• _WHAT YOU NEED TO DO_
Work out how many lines of the material contain the string "Белинського"; the answer is that number only.

-----

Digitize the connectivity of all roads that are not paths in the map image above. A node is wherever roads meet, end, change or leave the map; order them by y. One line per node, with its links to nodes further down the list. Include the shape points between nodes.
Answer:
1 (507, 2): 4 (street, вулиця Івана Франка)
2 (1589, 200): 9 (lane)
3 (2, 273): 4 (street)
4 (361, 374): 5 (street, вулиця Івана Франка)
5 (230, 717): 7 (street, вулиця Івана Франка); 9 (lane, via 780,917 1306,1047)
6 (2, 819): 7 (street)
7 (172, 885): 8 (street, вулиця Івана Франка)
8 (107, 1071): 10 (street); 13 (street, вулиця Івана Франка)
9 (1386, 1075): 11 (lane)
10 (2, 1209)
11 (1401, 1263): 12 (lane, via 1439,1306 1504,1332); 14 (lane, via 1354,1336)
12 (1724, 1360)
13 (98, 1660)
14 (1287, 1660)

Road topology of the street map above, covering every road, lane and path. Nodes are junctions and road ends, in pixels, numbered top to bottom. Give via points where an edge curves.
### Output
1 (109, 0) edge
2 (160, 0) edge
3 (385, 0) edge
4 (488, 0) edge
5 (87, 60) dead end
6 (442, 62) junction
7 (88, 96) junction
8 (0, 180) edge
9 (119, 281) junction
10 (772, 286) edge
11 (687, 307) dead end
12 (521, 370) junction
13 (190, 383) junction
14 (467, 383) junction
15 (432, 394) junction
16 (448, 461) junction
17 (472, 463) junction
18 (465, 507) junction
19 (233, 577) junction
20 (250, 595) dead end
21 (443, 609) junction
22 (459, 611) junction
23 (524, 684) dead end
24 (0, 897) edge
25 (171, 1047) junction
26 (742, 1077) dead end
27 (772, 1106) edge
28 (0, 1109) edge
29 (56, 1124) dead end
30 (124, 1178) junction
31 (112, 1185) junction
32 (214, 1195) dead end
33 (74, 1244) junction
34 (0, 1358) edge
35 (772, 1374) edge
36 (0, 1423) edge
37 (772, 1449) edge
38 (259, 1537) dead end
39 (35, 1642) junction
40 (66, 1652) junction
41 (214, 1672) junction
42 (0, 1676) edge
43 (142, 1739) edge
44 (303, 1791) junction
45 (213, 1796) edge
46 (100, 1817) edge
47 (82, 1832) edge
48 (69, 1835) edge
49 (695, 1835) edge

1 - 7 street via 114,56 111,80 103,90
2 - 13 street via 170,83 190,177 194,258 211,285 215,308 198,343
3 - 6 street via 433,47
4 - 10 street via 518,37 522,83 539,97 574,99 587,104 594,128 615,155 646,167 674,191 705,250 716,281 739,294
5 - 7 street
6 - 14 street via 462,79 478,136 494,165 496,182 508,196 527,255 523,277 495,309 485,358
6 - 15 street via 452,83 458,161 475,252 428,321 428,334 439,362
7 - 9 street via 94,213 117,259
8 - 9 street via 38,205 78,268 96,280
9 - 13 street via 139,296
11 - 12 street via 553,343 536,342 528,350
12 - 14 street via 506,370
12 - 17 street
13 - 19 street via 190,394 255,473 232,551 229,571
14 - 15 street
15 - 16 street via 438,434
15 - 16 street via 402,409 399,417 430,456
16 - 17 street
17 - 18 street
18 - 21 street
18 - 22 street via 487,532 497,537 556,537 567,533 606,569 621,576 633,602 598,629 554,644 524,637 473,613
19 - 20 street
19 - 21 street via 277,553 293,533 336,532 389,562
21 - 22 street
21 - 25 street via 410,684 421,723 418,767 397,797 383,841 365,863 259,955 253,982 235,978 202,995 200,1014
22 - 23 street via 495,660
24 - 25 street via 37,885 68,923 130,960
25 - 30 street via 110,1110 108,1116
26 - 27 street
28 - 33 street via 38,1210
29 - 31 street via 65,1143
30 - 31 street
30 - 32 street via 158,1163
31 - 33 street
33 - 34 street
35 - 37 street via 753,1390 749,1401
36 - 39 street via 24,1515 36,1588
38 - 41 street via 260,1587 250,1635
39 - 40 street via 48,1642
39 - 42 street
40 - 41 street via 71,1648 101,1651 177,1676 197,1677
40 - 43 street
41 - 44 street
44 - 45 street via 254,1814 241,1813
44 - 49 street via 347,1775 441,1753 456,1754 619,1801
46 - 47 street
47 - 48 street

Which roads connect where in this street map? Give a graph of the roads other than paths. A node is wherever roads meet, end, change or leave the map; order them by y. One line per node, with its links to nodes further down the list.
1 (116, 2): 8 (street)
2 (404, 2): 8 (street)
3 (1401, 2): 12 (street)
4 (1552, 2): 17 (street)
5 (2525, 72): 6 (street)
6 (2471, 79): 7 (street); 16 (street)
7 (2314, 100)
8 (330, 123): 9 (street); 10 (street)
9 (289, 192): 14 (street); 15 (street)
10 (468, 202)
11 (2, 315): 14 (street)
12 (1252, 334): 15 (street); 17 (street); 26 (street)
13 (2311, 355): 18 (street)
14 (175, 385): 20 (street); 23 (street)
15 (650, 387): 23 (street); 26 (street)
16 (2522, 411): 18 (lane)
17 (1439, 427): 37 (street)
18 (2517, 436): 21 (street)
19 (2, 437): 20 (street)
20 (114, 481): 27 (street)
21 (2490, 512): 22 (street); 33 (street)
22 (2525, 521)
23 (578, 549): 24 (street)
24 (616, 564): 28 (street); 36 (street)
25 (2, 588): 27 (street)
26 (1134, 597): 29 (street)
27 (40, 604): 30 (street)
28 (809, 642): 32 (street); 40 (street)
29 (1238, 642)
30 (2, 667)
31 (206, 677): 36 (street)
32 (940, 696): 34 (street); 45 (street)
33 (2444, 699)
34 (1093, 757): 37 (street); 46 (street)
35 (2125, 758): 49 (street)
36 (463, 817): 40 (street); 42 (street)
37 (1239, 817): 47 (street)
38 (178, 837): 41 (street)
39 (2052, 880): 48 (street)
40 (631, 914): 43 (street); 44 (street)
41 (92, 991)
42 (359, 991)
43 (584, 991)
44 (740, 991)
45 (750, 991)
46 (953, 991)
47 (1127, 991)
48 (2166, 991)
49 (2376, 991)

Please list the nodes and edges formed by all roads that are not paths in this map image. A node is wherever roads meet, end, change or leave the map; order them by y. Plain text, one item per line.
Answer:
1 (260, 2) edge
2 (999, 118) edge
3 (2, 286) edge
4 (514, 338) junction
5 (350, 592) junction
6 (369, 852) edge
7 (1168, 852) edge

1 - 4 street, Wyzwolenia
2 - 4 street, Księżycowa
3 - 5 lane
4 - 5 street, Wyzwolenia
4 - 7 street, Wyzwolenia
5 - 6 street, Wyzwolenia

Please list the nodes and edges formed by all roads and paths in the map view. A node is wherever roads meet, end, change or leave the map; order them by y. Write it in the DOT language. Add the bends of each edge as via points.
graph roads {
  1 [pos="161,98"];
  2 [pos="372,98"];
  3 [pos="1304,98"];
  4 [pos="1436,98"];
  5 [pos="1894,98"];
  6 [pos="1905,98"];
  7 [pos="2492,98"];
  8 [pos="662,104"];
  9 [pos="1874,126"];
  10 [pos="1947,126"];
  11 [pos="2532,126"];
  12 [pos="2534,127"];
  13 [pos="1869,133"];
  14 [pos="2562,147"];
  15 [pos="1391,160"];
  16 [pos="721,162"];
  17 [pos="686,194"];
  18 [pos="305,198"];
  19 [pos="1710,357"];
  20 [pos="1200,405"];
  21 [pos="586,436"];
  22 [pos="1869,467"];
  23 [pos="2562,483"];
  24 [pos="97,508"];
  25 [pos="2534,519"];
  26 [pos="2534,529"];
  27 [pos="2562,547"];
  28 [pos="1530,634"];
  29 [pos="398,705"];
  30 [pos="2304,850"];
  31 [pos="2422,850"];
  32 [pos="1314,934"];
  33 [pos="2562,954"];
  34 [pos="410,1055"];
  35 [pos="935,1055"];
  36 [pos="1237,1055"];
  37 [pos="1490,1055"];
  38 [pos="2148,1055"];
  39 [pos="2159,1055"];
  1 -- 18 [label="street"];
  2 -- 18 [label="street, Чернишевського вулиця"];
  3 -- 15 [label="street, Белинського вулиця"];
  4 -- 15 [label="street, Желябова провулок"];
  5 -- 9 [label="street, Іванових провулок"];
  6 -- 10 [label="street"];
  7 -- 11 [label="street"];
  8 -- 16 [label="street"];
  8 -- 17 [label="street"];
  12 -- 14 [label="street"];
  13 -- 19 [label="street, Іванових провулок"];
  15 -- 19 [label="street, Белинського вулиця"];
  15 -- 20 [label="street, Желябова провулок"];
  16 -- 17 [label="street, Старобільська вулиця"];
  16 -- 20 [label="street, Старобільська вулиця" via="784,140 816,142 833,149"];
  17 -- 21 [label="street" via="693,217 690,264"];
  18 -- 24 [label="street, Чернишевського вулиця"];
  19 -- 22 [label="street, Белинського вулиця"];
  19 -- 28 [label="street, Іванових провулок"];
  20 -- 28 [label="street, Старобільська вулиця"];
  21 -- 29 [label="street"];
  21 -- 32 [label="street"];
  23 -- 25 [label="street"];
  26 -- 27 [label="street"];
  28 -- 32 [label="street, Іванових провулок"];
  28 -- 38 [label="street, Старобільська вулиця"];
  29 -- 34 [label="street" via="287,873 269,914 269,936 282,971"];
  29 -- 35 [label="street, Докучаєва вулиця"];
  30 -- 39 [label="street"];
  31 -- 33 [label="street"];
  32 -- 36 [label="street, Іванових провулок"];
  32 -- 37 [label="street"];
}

-----

• _TASK SOLUTION_
3